**Task to carry out:**
Locate all lines in the data below that hold "highway" and show them.

··· Listed records ···

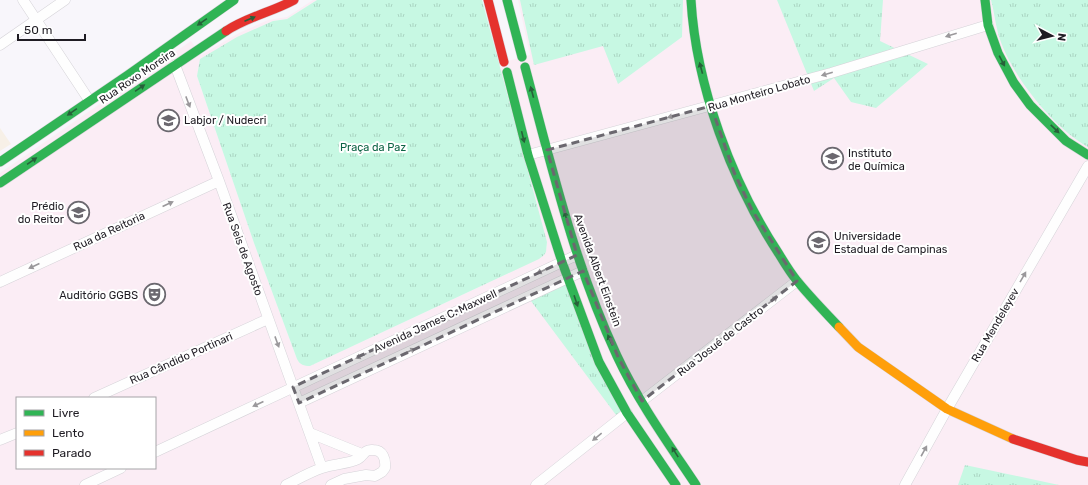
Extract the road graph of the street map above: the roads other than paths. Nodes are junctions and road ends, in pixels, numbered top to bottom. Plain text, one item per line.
1 (23, 0) edge
2 (65, 0) edge
3 (234, 0) edge
4 (488, 0) edge
5 (507, 0) edge
6 (691, 0) edge
7 (985, 0) edge
8 (291, 1) edge
9 (37, 20) junction
10 (988, 24) junction
11 (0, 45) edge
12 (522, 57) dead end
13 (504, 62) dead end
14 (175, 65) junction
15 (525, 68) dead end
16 (507, 72) dead end
17 (89, 100) junction
18 (711, 106) junction
19 (547, 150) junction
20 (1088, 154) edge
21 (528, 155) junction
22 (0, 162) edge
23 (1088, 166) edge
24 (219, 181) junction
25 (0, 183) edge
26 (577, 255) junction
27 (562, 262) junction
28 (583, 271) junction
29 (568, 279) junction
30 (797, 281) junction
31 (0, 282) edge
32 (268, 319) junction
33 (293, 387) junction
34 (96, 397) edge
35 (642, 401) junction
36 (299, 403) junction
37 (947, 409) junction
38 (627, 413) junction
39 (16, 433) edge
40 (310, 434) junction
41 (0, 440) edge
42 (156, 452) edge
43 (360, 456) junction
44 (1088, 462) edge
45 (322, 468) junction
46 (119, 469) edge
47 (85, 485) edge
48 (286, 485) edge
49 (330, 485) edge
50 (536, 485) edge
51 (676, 485) edge
52 (696, 485) edge
53 (905, 485) edge

1 - 9 street
2 - 9 street
3 -> 17 street, Rua Roxo Moreira
4 - 13 street
5 - 12 street
18 -> 6 street
7 - 10 street
14 -> 8 street, Rua Roxo Moreira
9 - 11 street
9 - 17 street
10 -> 18 street, Rua Monteiro Lobato
10 -> 20 street
14 -> 24 street, Rua Seis de Agosto
25 -> 14 street, Rua Roxo Moreira
19 -> 15 street, Avenida Albert Einstein
16 -> 21 street
17 -> 22 street, Rua Roxo Moreira
18 -> 19 street, Rua Monteiro Lobato
18 - 30 street
19 - 21 street, Rua Monteiro Lobato
26 -> 19 street, Avenida Albert Einstein
21 - 27 street
37 -> 23 street, Rua Mendeleyev
24 - 31 street, Rua da Reitoria
24 - 32 street, Rua Seis de Agosto
26 - 27 street, Avenida James C. Maxwell
26 - 28 street, Avenida Albert Einstein
27 - 29 street
27 -> 33 street, Avenida James C. Maxwell
28 - 29 street, Avenida James C. Maxwell
35 -> 28 street, Avenida Albert Einstein
36 -> 29 street, Avenida James C. Maxwell
29 -> 38 street
35 -> 30 street, Rua Josué de Castro
30 - 37 street
32 -> 33 street, Rua Seis de Agosto
32 - 34 street, Rua Cândido Portinari
33 - 36 street, Rua Seis de Agosto
33 -> 42 street, Avenida James C. Maxwell
52 -> 35 street, Avenida Albert Einstein
36 - 40 street, Rua Seis de Agosto
37 - 44 street
53 -> 37 street, Rua Mendeleyev
38 -> 50 street
38 - 51 street
39 - 41 street
40 - 43 street
40 - 45 street, Rua Seis de Agosto
43 - 45 street
43 - 49 street
45 - 48 street
46 - 47 street

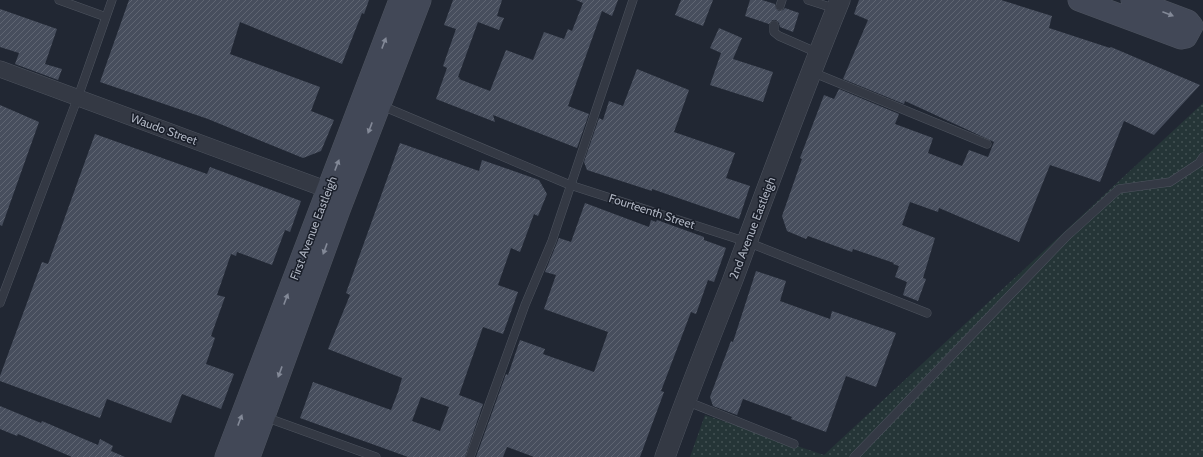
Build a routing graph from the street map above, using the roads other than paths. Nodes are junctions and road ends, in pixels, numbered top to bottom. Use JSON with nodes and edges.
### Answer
{"nodes":[{"id":1,"x":59,"y":0,"type":"edge"},
{"id":2,"x":112,"y":0,"type":"edge"},
{"id":3,"x":400,"y":0,"type":"edge"},
{"id":4,"x":420,"y":0,"type":"edge"},
{"id":5,"x":633,"y":0,"type":"edge"},
{"id":6,"x":808,"y":0,"type":"edge"},
{"id":7,"x":1079,"y":0,"type":"edge"},
{"id":8,"x":1132,"y":0,"type":"edge"},
{"id":9,"x":838,"y":4,"type":"edge"},
{"id":10,"x":106,"y":17,"type":"junction"},
{"id":11,"x":774,"y":26,"type":"dead end"},
{"id":12,"x":1197,"y":27,"type":"edge"},
{"id":13,"x":815,"y":62,"type":"junction"},
{"id":14,"x":0,"y":69,"type":"edge"},
{"id":15,"x":78,"y":97,"type":"junction"},
{"id":16,"x":379,"y":104,"type":"junction"},
{"id":17,"x":987,"y":144,"type":"dead end"},
{"id":18,"x":1203,"y":157,"type":"edge"},
{"id":19,"x":570,"y":185,"type":"junction"},
{"id":20,"x":328,"y":190,"type":"junction"},
{"id":21,"x":747,"y":242,"type":"junction"},
{"id":22,"x":0,"y":303,"type":"edge"},
{"id":23,"x":927,"y":313,"type":"dead end"},
{"id":24,"x":685,"y":400,"type":"junction"},
{"id":25,"x":264,"y":417,"type":"junction"},
{"id":26,"x":794,"y":444,"type":"dead end"},
{"id":27,"x":226,"y":457,"type":"edge"},
{"id":28,"x":249,"y":457,"type":"edge"},
{"id":29,"x":376,"y":457,"type":"edge"},
{"id":30,"x":470,"y":457,"type":"edge"},
{"id":31,"x":665,"y":457,"type":"edge"},
{"id":32,"x":854,"y":457,"type":"edge"}],
"edges":[{"from":1,"to":10,"type":"lane"},
{"from":2,"to":10,"type":"lane"},
{"from":20,"to":3,"type":"main road","name":"First Avenue Eastleigh","one_way":true},
{"from":4,"to":16,"type":"main road","name":"First Avenue Eastleigh"},
{"from":5,"to":19,"type":"lane"},
{"from":6,"to":9,"type":"lane"},
{"from":7,"to":12,"type":"main road"},
{"from":8,"to":12,"type":"main road","one_way":true},
{"from":9,"to":13,"type":"street","name":"2nd Avenue Eastleigh"},
{"from":10,"to":15,"type":"lane"},
{"from":11,"to":13,"type":"lane"},
{"from":13,"to":17,"type":"lane"},
{"from":13,"to":21,"type":"street","name":"2nd Avenue Eastleigh"},
{"from":14,"to":15,"type":"street","name":"Waudo Street"},
{"from":15,"to":20,"type":"street","name":"Waudo Street"},
{"from":15,"to":22,"type":"lane"},
{"from":16,"to":19,"type":"lane","name":"Fourteenth Street"},
{"from":16,"to":25,"type":"main road","name":"First Avenue Eastleigh","one_way":true},
{"from":18,"to":32,"type":"lane"},
{"from":19,"to":21,"type":"lane","name":"Fourteenth Street"},
{"from":19,"to":30,"type":"lane"},
{"from":27,"to":20,"type":"main road","name":"First Avenue Eastleigh","one_way":true},
{"from":21,"to":23,"type":"lane","name":"Fourteenth Street"},
{"from":21,"to":24,"type":"street","name":"2nd Avenue Eastleigh"},
{"from":24,"to":26,"type":"lane"},
{"from":24,"to":31,"type":"street","name":"2nd Avenue Eastleigh"},
{"from":25,"to":28,"type":"main road","name":"First Avenue Eastleigh"},
{"from":25,"to":29,"type":"lane"}]}
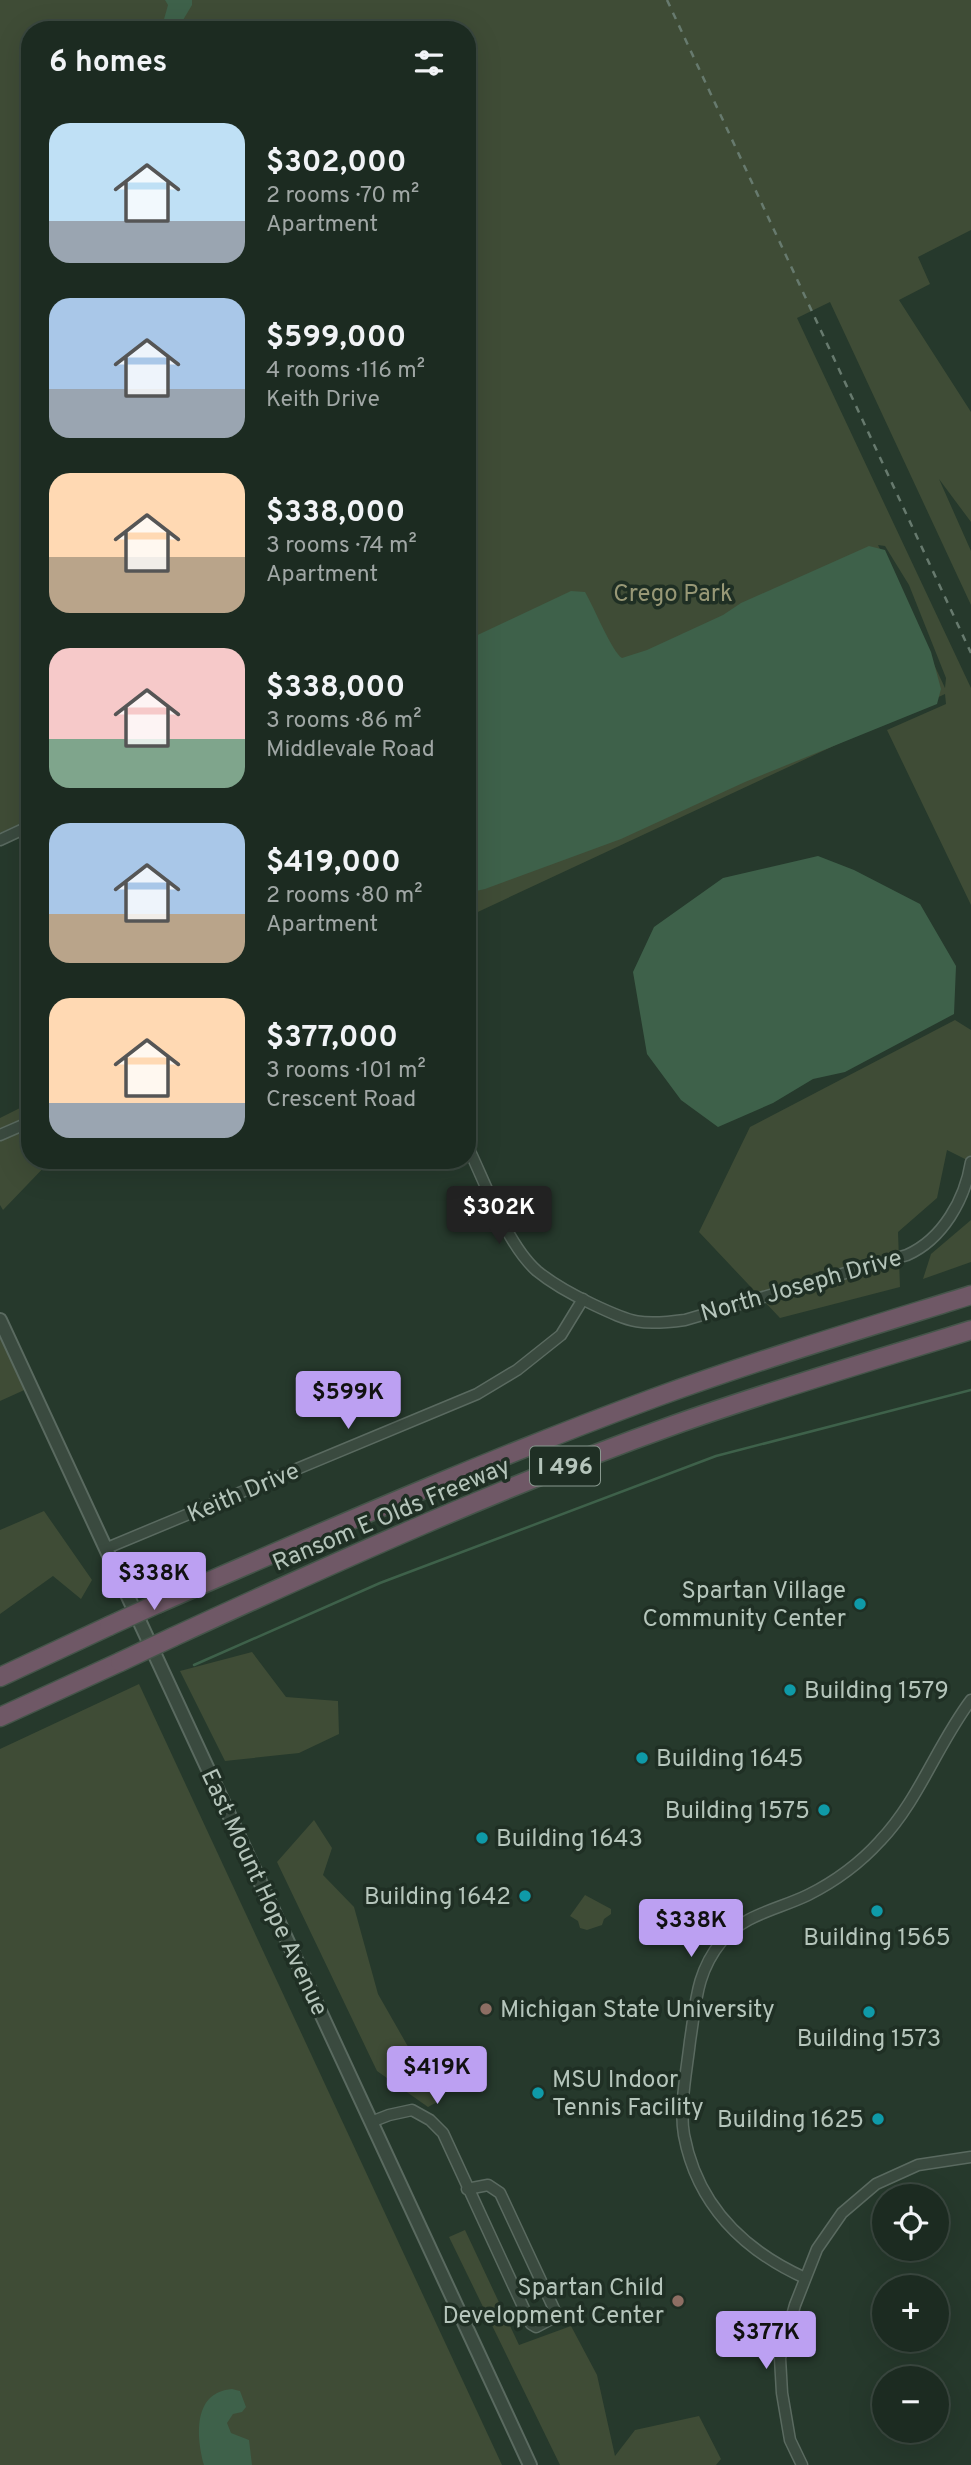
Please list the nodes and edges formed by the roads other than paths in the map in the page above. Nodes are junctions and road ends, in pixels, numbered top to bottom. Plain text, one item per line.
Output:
1 (21, 831) edge
2 (0, 840) edge
3 (21, 1126) edge
4 (0, 1135) edge
5 (971, 1162) edge
6 (476, 1163) edge
7 (971, 1295) edge
8 (583, 1299) junction
9 (0, 1320) edge
10 (971, 1330) edge
11 (107, 1548) junction
12 (0, 1677) edge
13 (971, 1700) edge
14 (0, 1717) edge
15 (371, 2122) junction
16 (971, 2157) edge
17 (467, 2189) junction
18 (805, 2278) junction
19 (530, 2465) edge
20 (802, 2465) edge

1 - 2 street
3 - 4 street
5 - 8 street, North Joseph Drive
6 - 8 street, North Joseph Drive
7 - 12 highway, Ransom E Olds Freeway / I 496, bridge
8 - 11 street, Keith Drive
9 - 11 street, East Mount Hope Avenue
10 - 14 highway, Ransom E Olds Freeway / I 496, bridge
11 - 15 street, East Mount Hope Avenue
13 - 18 street
15 - 17 street
15 - 19 street, East Mount Hope Avenue
16 - 18 street
17 - 17 street
18 - 20 street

···

**Reply to the exercise:**
7 - 12 highway, Ransom E Olds Freeway / I 496, bridge
10 - 14 highway, Ransom E Olds Freeway / I 496, bridge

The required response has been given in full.